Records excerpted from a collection
········
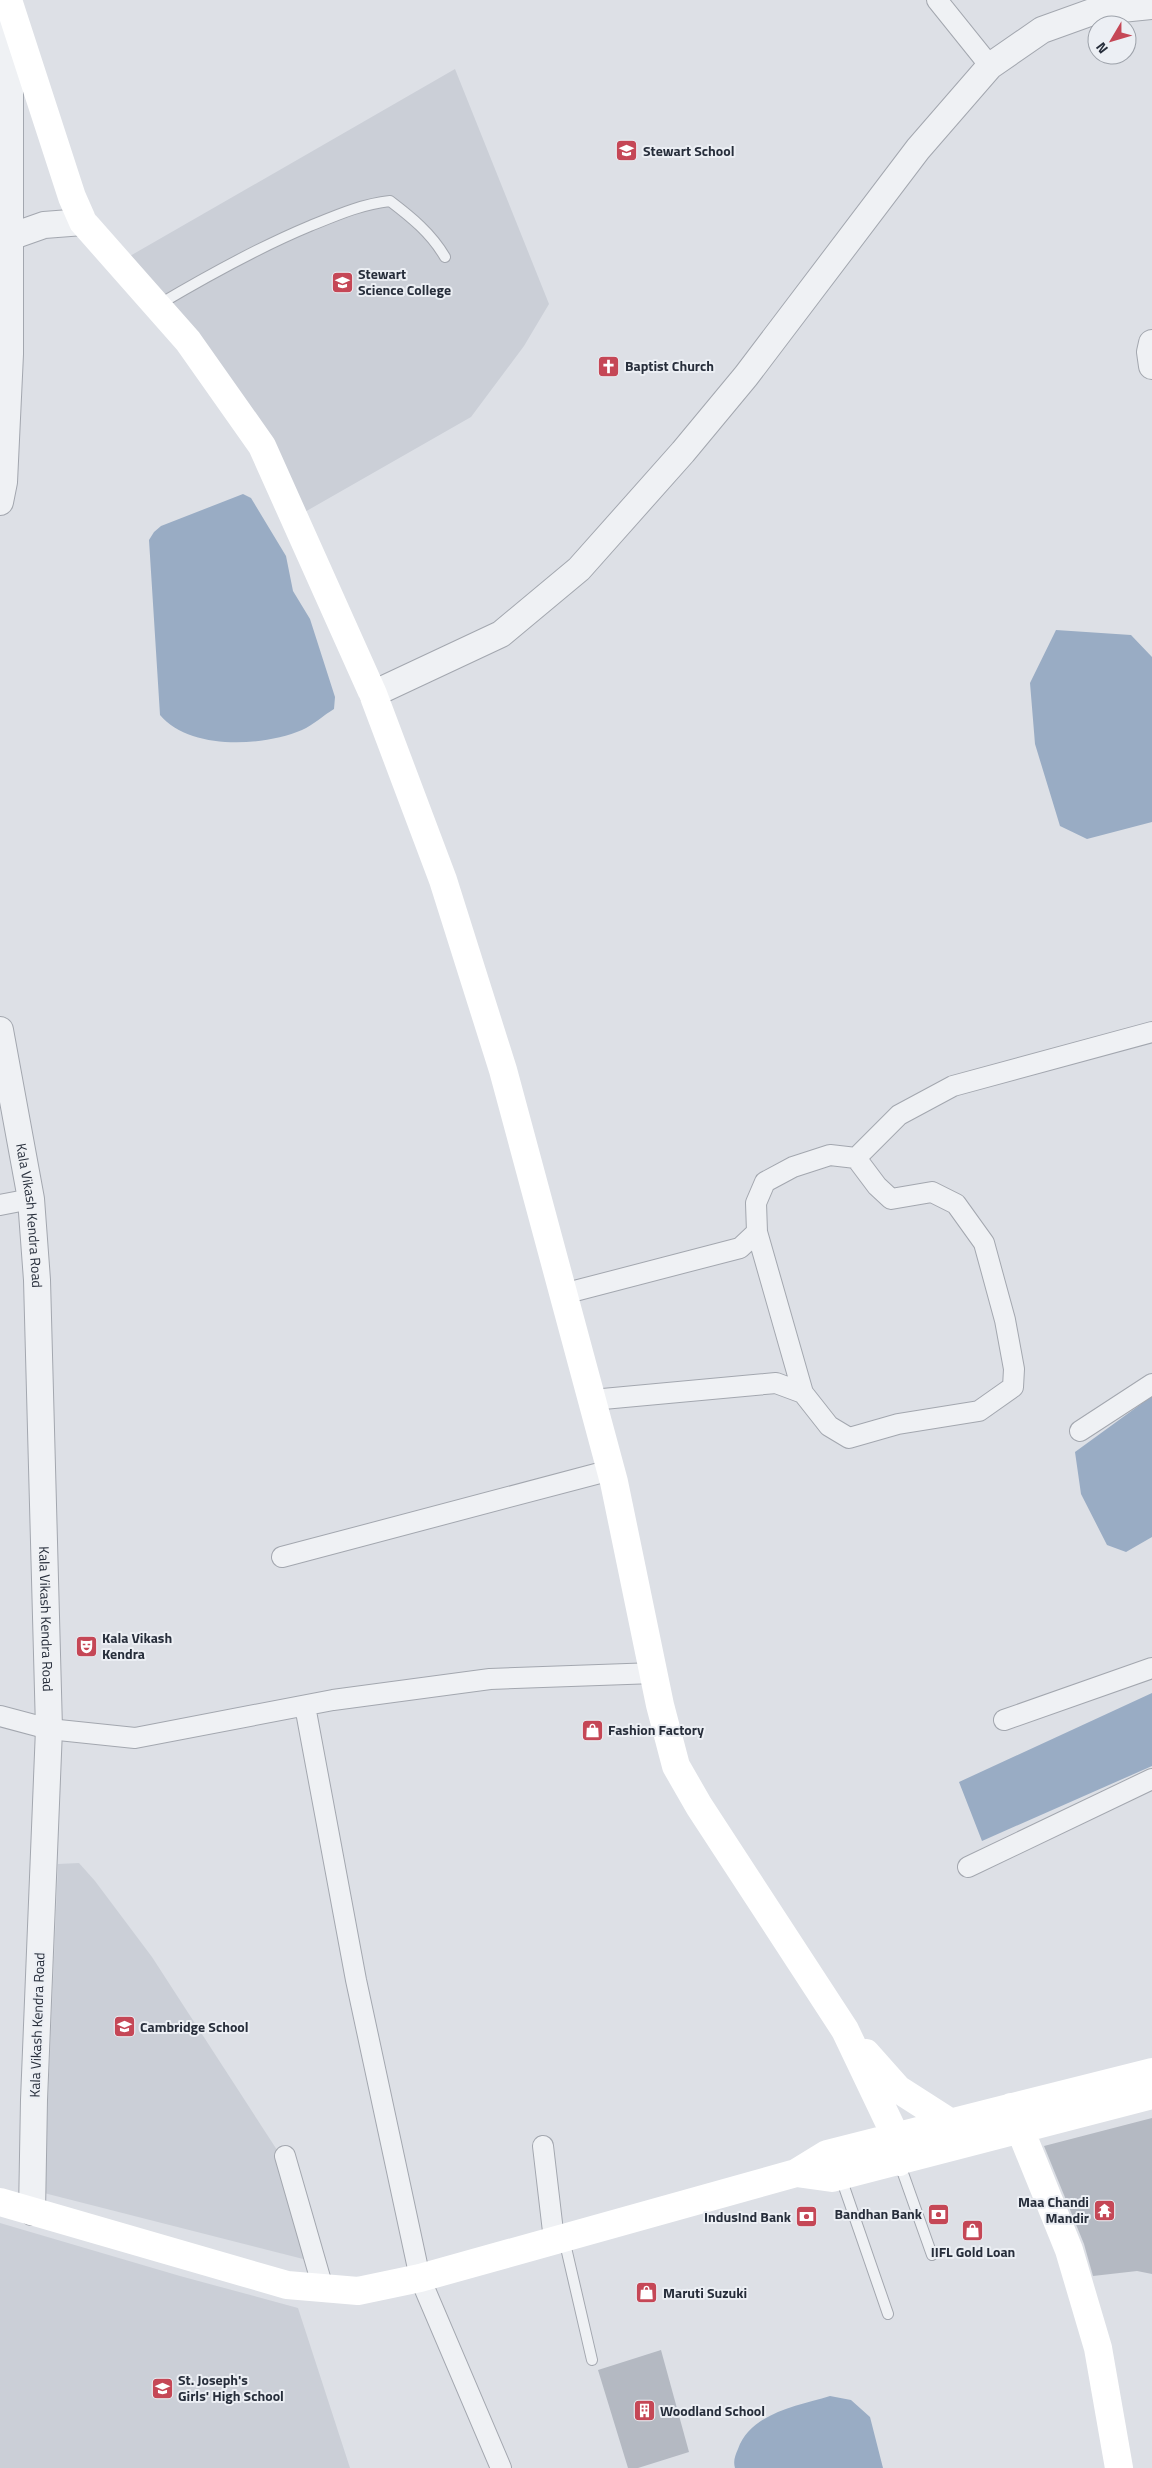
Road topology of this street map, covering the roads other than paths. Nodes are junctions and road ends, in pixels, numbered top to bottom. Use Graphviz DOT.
graph roads {
  1 [pos="937,0"];
  2 [pos="9,5"];
  3 [pos="1152,6"];
  4 [pos="990,66"];
  5 [pos="83,222"];
  6 [pos="10,237"];
  7 [pos="445,257"];
  8 [pos="157,306"];
  9 [pos="1152,343"];
  10 [pos="5,354"];
  11 [pos="1152,366"];
  12 [pos="0,502"];
  13 [pos="373,694"];
  14 [pos="0,1030"];
  15 [pos="1152,1032"];
  16 [pos="856,1158"];
  17 [pos="31,1199"];
  18 [pos="0,1205"];
  19 [pos="757,1232"];
  20 [pos="564,1294"];
  21 [pos="1152,1384"];
  22 [pos="803,1393"];
  23 [pos="592,1400"];
  24 [pos="1080,1431"];
  25 [pos="611,1470"];
  26 [pos="282,1557"];
  27 [pos="1152,1668"];
  28 [pos="655,1673"];
  29 [pos="305,1706"];
  30 [pos="0,1716"];
  31 [pos="1004,1720"];
  32 [pos="49,1729"];
  33 [pos="1152,1779"];
  34 [pos="968,1867"];
  35 [pos="845,2030"];
  36 [pos="1152,2072"];
  37 [pos="1152,2095"];
  38 [pos="1016,2118"];
  39 [pos="951,2122"];
  40 [pos="543,2146"];
  41 [pos="898,2150"];
  42 [pos="285,2156"];
  43 [pos="796,2173"];
  44 [pos="841,2176"];
  45 [pos="0,2202"];
  46 [pos="32,2212"];
  47 [pos="559,2239"];
  48 [pos="932,2255"];
  49 [pos="420,2278"];
  50 [pos="323,2288"];
  51 [pos="888,2314"];
  52 [pos="592,2360"];
  53 [pos="501,2468"];
  54 [pos="1119,2468"];
  1 -- 4 [label="street"];
  2 -- 5 [label="main road"];
  2 -- 6 [label="street"];
  3 -- 4 [label="street"];
  4 -- 13 [label="street"];
  5 -- 6 [label="street"];
  5 -- 8 [label="main road"];
  6 -- 10 [label="street"];
  7 -- 8 [label="lane"];
  8 -- 13 [label="main road"];
  9 -- 11 [label="street"];
  10 -- 12 [label="street"];
  13 -- 20 [label="main road"];
  14 -- 17 [label="street, Kala Vikash Kendra Road"];
  15 -- 16 [label="street"];
  16 -- 19 [label="street"];
  16 -- 22 [label="street"];
  17 -- 18 [label="street"];
  17 -- 32 [label="street, Kala Vikash Kendra Road"];
  19 -- 20 [label="street"];
  19 -- 22 [label="street"];
  20 -- 23 [label="main road"];
  21 -- 24 [label="street"];
  22 -- 23 [label="street"];
  23 -- 25 [label="main road"];
  25 -- 26 [label="street"];
  25 -- 28 [label="main road"];
  27 -- 31 [label="street"];
  28 -- 29 [label="street"];
  28 -- 35 [label="main road"];
  29 -- 32 [label="street"];
  29 -- 49 [label="street"];
  30 -- 32 [label="street"];
  32 -- 46 [label="street, Kala Vikash Kendra Road"];
  33 -- 34 [label="street"];
  35 -- 39 [label="main road"];
  35 -- 41 [label="main road"];
  36 -- 38 [label="main road"];
  37 -- 38 [label="main road"];
  38 -- 39 [label="main road"];
  38 -- 41 [label="main road"];
  38 -- 54 [label="main road"];
  39 -- 41 [label="main road"];
  40 -- 47 [label="street"];
  41 -- 43 [label="main road"];
  41 -- 44 [label="main road"];
  41 -- 48 [label="lane"];
  42 -- 50 [label="street"];
  43 -- 44 [label="main road"];
  43 -- 47 [label="main road"];
  44 -- 51 [label="lane"];
  45 -- 46 [label="main road"];
  46 -- 50 [label="main road"];
  47 -- 49 [label="main road"];
  47 -- 52 [label="lane"];
  49 -- 50 [label="main road"];
  49 -- 53 [label="street"];
}
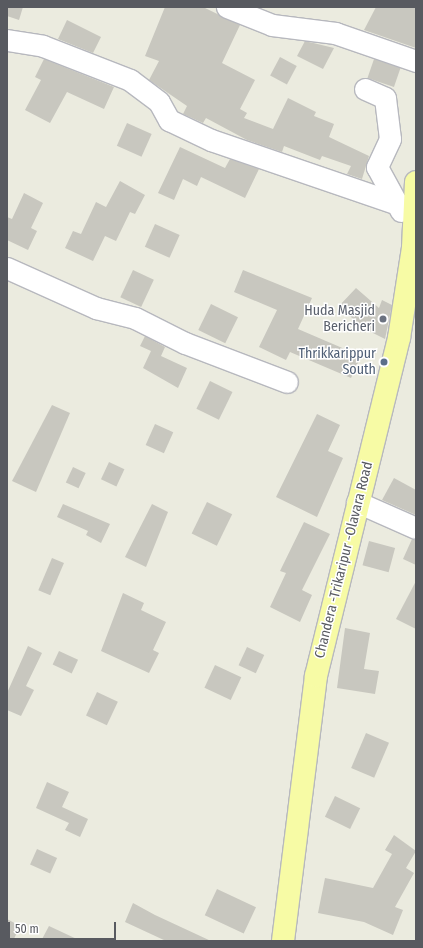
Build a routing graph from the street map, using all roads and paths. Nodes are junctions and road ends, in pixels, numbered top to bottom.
1 (227, 7) edge
2 (7, 40) edge
3 (416, 61) edge
4 (366, 89) dead end
5 (416, 182) edge
6 (406, 207) edge
7 (7, 268) edge
8 (287, 382) dead end
9 (357, 502) junction
10 (416, 528) edge
11 (283, 941) edge

1 - 3 street
2 - 6 street
4 - 6 street
5 - 6 main road, Chandera -Trikaripur -Olavara Road
6 - 9 main road, Chandera -Trikaripur -Olavara Road
7 - 8 street
9 - 10 street
9 - 11 main road, Chandera -Trikaripur -Olavara Road

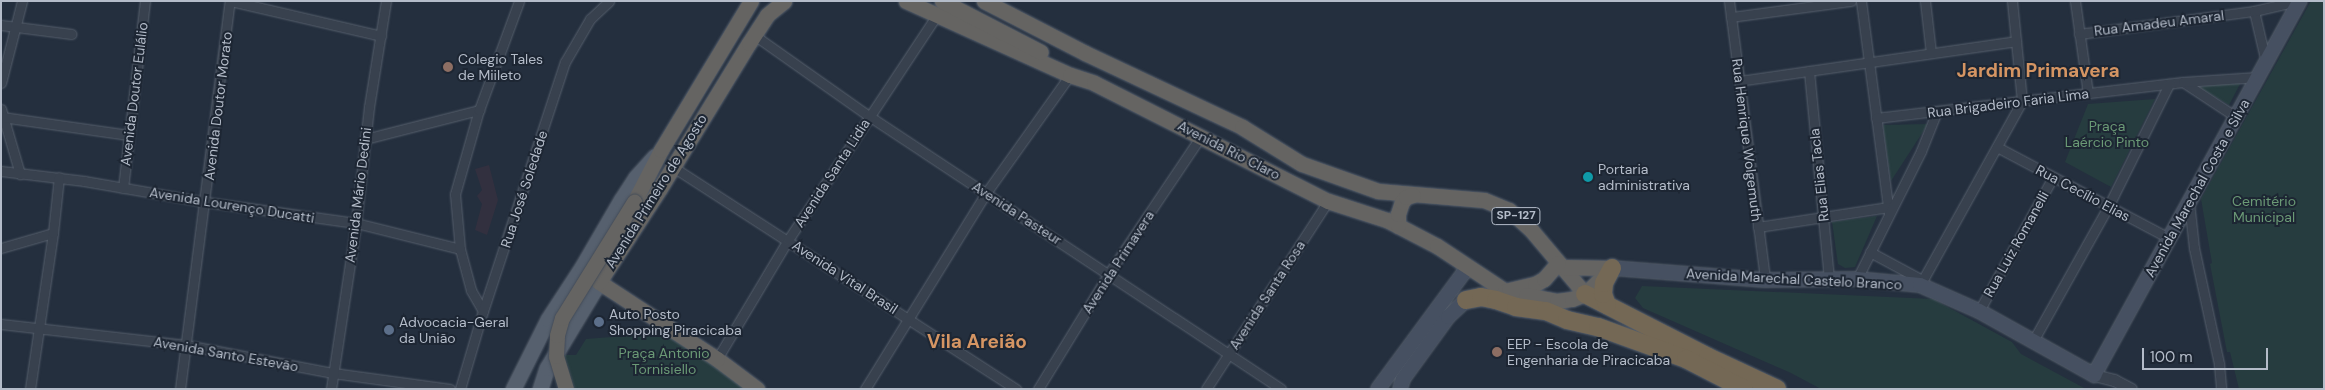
········
* [DESCRIPTION OF THE TASK]: Locate the word "Chandera" in the entries, and copy every line where it is found.

* [OUTPUT FOR THIS EXERCISE]:
5 - 6 main road, Chandera -Trikaripur -Olavara Road
6 - 9 main road, Chandera -Trikaripur -Olavara Road
9 - 11 main road, Chandera -Trikaripur -Olavara Road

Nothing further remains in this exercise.